• **DATASET EXTRACT**
──────

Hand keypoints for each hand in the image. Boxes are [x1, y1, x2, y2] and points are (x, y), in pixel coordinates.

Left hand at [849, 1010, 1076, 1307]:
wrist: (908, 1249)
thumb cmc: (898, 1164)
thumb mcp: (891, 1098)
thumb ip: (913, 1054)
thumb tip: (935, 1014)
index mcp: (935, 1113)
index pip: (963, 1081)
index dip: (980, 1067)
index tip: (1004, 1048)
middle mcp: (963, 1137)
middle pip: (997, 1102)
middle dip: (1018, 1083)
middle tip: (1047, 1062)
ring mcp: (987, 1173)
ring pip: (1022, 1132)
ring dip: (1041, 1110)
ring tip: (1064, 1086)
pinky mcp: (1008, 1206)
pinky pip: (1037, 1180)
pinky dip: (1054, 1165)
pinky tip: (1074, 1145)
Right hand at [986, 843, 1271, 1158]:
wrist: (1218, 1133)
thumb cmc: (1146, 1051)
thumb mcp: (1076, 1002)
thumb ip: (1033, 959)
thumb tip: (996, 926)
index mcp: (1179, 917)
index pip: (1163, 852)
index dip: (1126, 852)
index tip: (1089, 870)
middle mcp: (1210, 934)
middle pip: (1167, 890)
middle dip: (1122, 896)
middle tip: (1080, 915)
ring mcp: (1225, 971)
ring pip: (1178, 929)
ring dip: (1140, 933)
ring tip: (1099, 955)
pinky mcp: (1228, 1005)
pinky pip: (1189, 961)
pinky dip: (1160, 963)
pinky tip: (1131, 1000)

──────

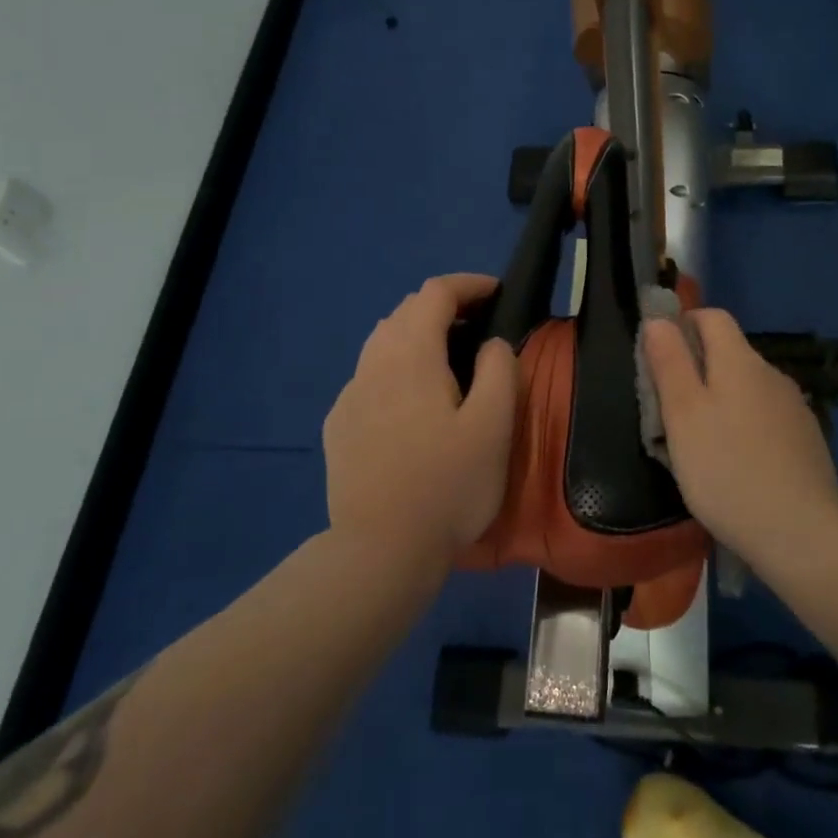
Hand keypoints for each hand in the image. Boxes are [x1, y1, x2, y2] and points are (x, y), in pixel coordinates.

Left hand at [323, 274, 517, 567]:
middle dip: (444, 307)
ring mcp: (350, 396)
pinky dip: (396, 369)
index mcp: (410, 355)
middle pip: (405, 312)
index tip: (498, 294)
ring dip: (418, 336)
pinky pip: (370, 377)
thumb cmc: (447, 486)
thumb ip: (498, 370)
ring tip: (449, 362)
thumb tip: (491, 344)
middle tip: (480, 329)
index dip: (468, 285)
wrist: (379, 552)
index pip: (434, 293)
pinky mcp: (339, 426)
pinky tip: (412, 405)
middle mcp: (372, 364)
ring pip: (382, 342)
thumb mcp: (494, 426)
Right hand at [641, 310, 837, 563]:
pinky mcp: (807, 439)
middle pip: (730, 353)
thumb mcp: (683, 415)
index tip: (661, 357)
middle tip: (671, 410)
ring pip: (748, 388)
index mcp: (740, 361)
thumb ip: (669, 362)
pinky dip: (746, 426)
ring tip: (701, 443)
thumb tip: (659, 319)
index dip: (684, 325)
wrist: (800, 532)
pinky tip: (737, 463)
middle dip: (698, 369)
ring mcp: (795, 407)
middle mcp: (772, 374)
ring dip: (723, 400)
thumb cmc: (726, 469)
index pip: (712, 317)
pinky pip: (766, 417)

──────

• **ACTION ITEM**
Please give an exact copy of the lines above, beginning with the line containing "middle pip: (1167, 890)" and running through the line containing "pinky tip: (1131, 1000)", and of no other lines.

• **RESULT FOR THIS EXERCISE**
middle pip: (1167, 890)
middle dip: (1122, 896)
middle tip: (1080, 915)
ring mcp: (1225, 971)
ring pip: (1178, 929)
ring dip: (1140, 933)
ring tip: (1099, 955)
pinky mcp: (1228, 1005)
pinky pip: (1189, 961)
pinky dip: (1160, 963)
pinky tip: (1131, 1000)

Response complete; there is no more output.